Les faits de la cause, tels qu'ils ont été exposés par le
requérant, peuvent se résumer comme suit.
Le 7 mai 1993, le requérant fut mis en examen pour vol avec armes
commis le 10 décembre 1992 au préjudice d'une agence de la Banque
Régionale de l'Ouest à Bourges (Cher).
Par arrêt de la chambre d'accusation de Bourges du
12 septembre 1995, le requérant, détenu en vertu d'un mandat de dépôt
du 22 mars 1995, fut remis en liberté. La chambre d'accusation fonda
sa décision notamment sur les graves dysfonctionnements constatés dans
la conduite de l'information. Le requérant est actuellement détenu dans
le cadre d'une autre affaire.
Le 18 août 1995, le requérant avait demandé à être confronté avec
D., la seule personne qui travaillait dans l'agence bancaire le matin
du vol. Le 18 septembre 1995, le juge d'instruction rejeta cette
demande, afin de garantir la sécurité et la tranquillité du témoin. Le
28 septembre 1995, le requérant interjeta appel de cette ordonnance.
Le 3 octobre 1995, la chambre d'accusation de la cour d'appel de
Bourges ordonna le renvoi du dossier de l'information au juge
d'instruction.
Le 26 janvier 1996, le requérant demanda de nouveau à être
confronté avec D. Le 23 février 1996, le juge d'instruction rejeta sa
demande. Le 5 mars 1996, le requérant interjeta appel de cette
ordonnance.
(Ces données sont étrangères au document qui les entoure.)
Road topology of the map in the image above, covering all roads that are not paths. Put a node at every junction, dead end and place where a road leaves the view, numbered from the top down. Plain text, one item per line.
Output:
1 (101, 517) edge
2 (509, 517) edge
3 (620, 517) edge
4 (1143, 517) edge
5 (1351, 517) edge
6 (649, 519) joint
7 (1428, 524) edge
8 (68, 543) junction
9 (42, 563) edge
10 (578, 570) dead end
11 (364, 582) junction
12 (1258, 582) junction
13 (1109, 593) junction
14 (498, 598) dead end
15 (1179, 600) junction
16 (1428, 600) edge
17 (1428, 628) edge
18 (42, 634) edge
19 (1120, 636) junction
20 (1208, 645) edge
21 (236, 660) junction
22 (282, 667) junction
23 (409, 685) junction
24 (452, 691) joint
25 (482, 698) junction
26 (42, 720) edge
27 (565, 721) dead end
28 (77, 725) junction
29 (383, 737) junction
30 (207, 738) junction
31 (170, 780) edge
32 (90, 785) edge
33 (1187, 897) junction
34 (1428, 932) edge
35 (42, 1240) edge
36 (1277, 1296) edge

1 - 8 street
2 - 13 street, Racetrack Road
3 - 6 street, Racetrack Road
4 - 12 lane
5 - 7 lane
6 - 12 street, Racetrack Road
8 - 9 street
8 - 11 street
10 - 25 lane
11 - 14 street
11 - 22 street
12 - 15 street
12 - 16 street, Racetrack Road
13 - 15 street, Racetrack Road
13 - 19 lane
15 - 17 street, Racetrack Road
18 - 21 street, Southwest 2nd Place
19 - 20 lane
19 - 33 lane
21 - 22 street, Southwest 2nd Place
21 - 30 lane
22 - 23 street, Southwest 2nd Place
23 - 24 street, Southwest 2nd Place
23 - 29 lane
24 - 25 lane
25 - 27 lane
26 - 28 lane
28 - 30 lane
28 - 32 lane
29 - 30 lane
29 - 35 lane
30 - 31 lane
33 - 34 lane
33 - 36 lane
Le 2 avril 1996, la chambre d'accusation de la cour d'appel
de Bourges rejeta l'appel interjeté, comme étant mal fondé. Le
requérant forma alors un pourvoi en cassation. Le 16 septembre 1996,
le président de la chambre criminelle de la Cour de cassation dit que
le pourvoi en cause ne pouvait en aucun cas donner lieu à examen
immédiat, et ordonna le renvoi de la procédure à la juridiction saisie.
Il semblerait que l'affaire soit encore pendante devant le juge
d'instruction.
GRIEFS
1. Invoquant l'article 3 de la Convention, le requérant se plaint
d'avoir fait l'objet d'insultes et de menaces de caractère raciste de
la part de la police lors de sa garde à vue.
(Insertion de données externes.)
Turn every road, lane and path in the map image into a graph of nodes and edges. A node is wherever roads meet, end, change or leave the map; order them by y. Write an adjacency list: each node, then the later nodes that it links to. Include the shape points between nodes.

2. Le requérant se plaint de la durée de la procédure et invoque
l'article 6 par. 1 de la Convention.
3. Le requérant se plaint également d'une violation de
l'article 6 par. 1, 3 a), b) et d) de la Convention en raison des refus
répétés des juridictions d'instruction d'ordonner sa confrontation avec
le seul témoin de l'affaire.
EN DROIT
1. Invoquant l'article 3 (art. 3) de la Convention, le requérant se
plaint d'avoir fait l'objet d'insultes et de menaces de caractère
raciste de la part de la police lors de sa garde à vue.
Toutefois, et à supposer même que les voies de recours internes
soient épuisées, la Commission constate que le requérant n'a aucunement
étayé ce grief qui, de surcroît, ne repose sur aucun élément de preuve.
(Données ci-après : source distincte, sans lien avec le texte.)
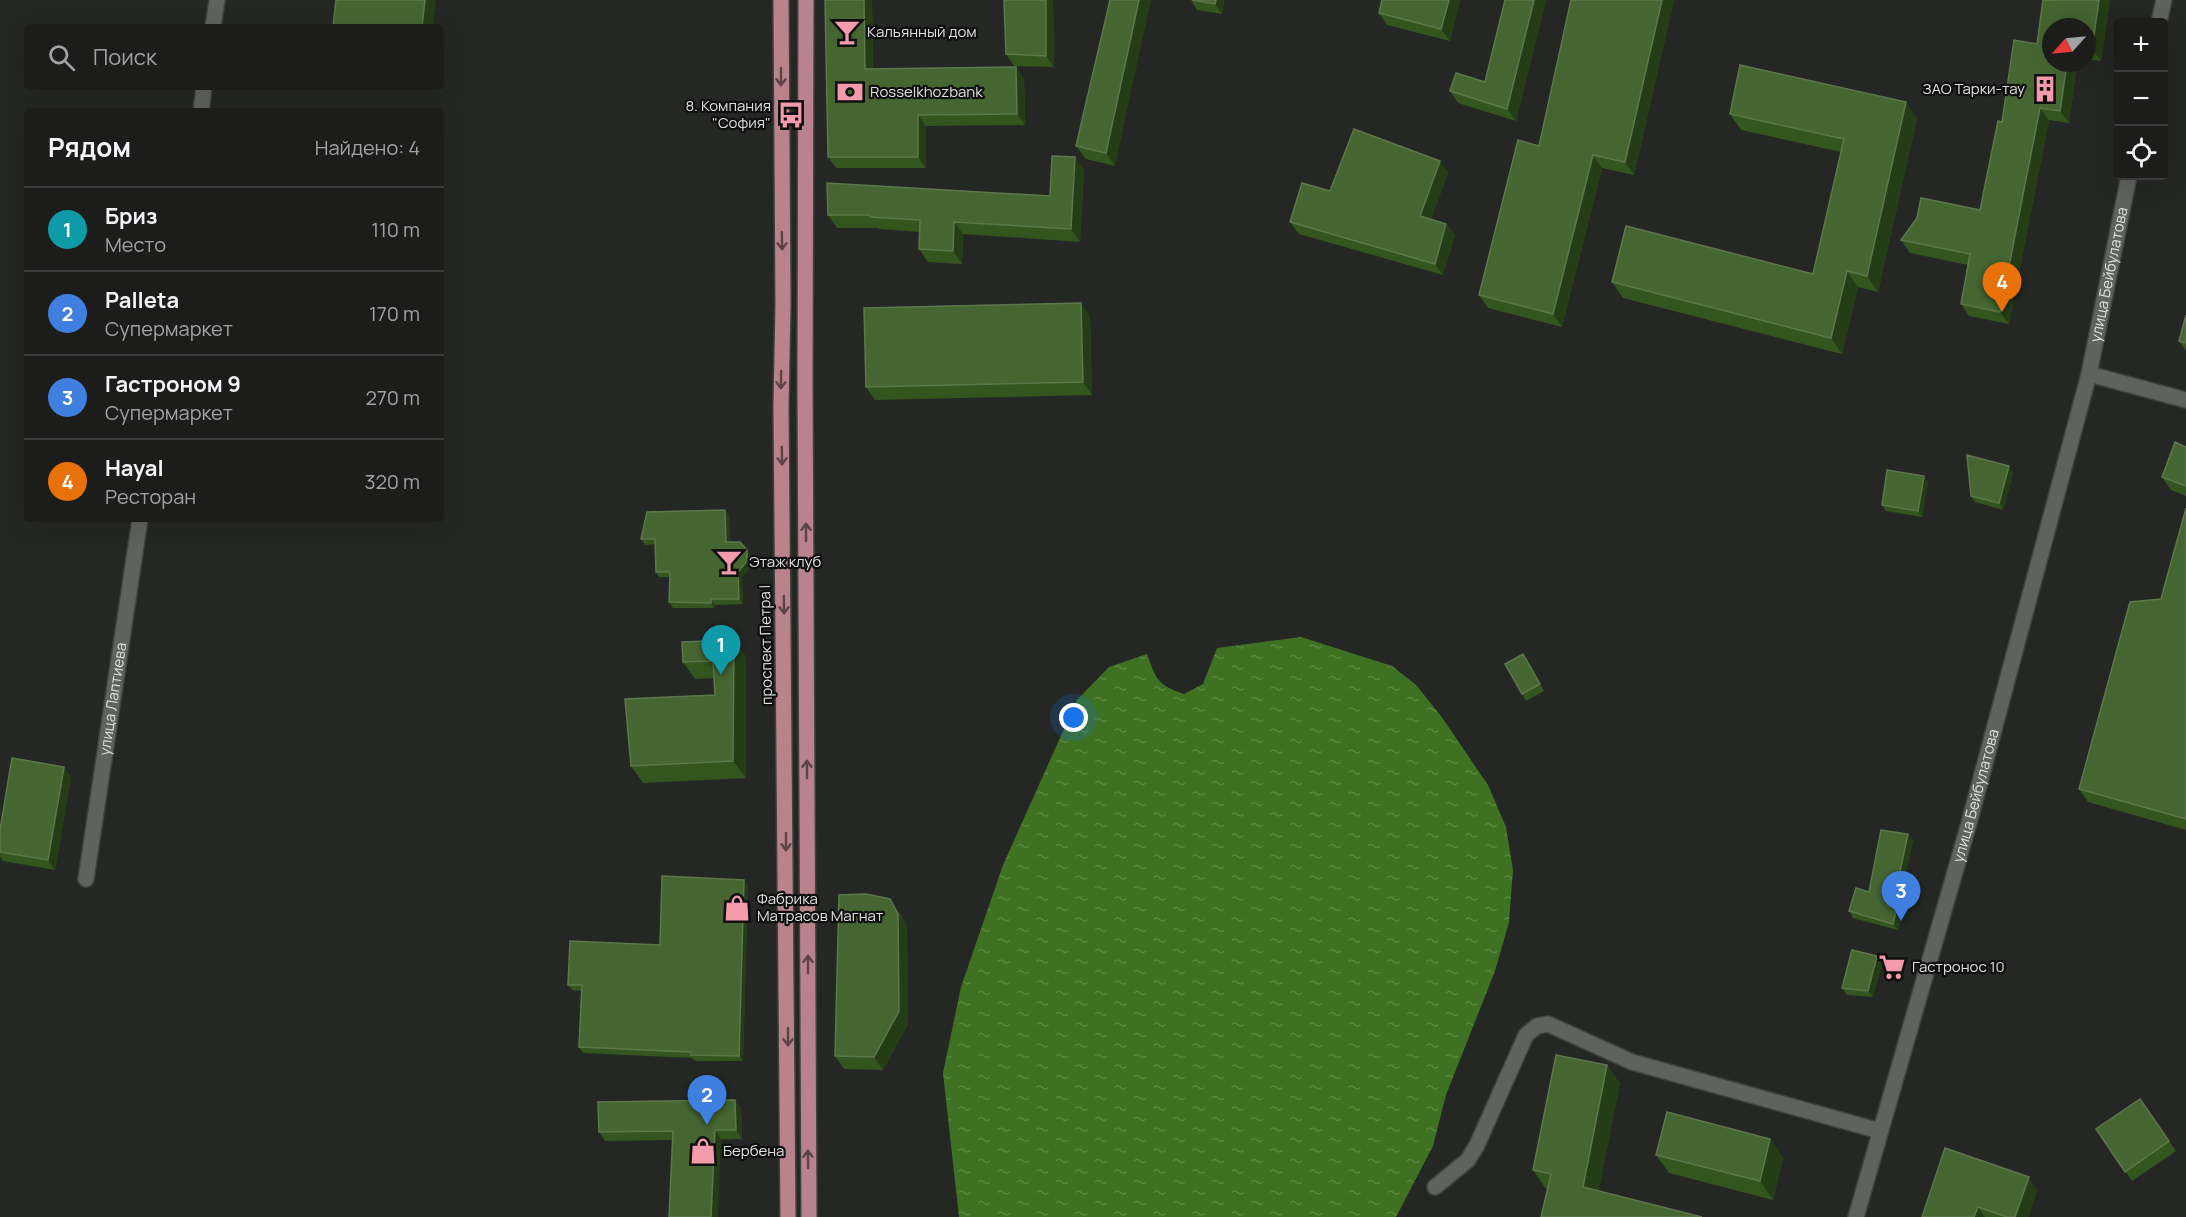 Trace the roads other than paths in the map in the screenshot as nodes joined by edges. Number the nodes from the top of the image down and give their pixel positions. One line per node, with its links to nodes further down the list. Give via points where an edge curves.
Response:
1 (217, 0): 6 (street)
2 (781, 0): 16 (main road, проспект Петра I, one-way to 16)
3 (806, 0): 17 (main road, one-way to 3)
4 (2164, 0): 5 (street)
5 (2160, 18)
6 (213, 24)
7 (204, 90): 8 (street)
8 (201, 108)
9 (2128, 180): 10 (street, улица Бейбулатова)
10 (2089, 374): 11 (street); 14 (street, улица Бейбулатова, via 1969,823)
11 (2186, 400)
12 (140, 522): 13 (street, улица Лаптиева)
13 (86, 879)
14 (1880, 1131): 15 (street, via 1632,1062 1548,1024 1537,1026 1526,1035 1477,1145 1468,1160); 18 (street, улица Бейбулатова)
15 (1435, 1187)
16 (788, 1217)
17 (809, 1217)
18 (1856, 1217)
Il s'ensuit que cette partie de la requête est manifestement mal
fondée et doit être rejetée, conformément à l'article 27 par. 2
(art. 27-2) de la Convention.
2. Le requérant se plaint de la durée de la procédure pénale
diligentée contre lui et invoque l'article 6 par. 1 (art. 6-1) de la
Convention, dont les parties pertinentes disposent :
«Toute personne a droit à ce que sa cause soit entendue (...)
dans un délai raisonnable, par un tribunal (...) qui décidera
(...) du bien-fondé de toute accusation en matière pénale dirigée
contre elle (...).»
La Commission considère qu'en l'état actuel du dossier, elle
n'est pas en mesure de se prononcer sur la recevabilité de ce grief et
juge nécessaire de porter cette partie de la requête à la connaissance
du gouvernement mis en cause, en application de l'article 48 par. 2 b)
de son Règlement intérieur.
3. Le requérant se plaint également d'une violation de
l'article 6 par. 1, 3 a), b) et d) (art. 6-1, 6-3-a, 6-3-b, 6-3-d) de
la Convention en raison des refus répétés des juridictions
d'instruction d'ordonner sa confrontation avec le seul témoin de
l'affaire.
La Commission rappelle que, selon sa jurisprudence constante, la
question de savoir si un procès est conforme aux exigences de
l'article 6 par. 1 (art. 6-1), dont les garanties spécifiques de
l'article 6 par. 3 (art. 6-3) ne représentent qu'un aspect, ne peut
être résolue que grâce à un examen de l'ensemble de la procédure,
c'est-à-dire une fois celle-ci terminée (N° 12952/87, déc. 6.11.90,
D.R. 67, p. 175).
En l'espèce, la Commission relève que le requérant n'a pas encore
été renvoyé en jugement et qu'il conserve donc toute latitude pour
faire citer, en vue de l'instruction à l'audience, les témoins à charge
dont il estime l'audition nécessaire à sa défense.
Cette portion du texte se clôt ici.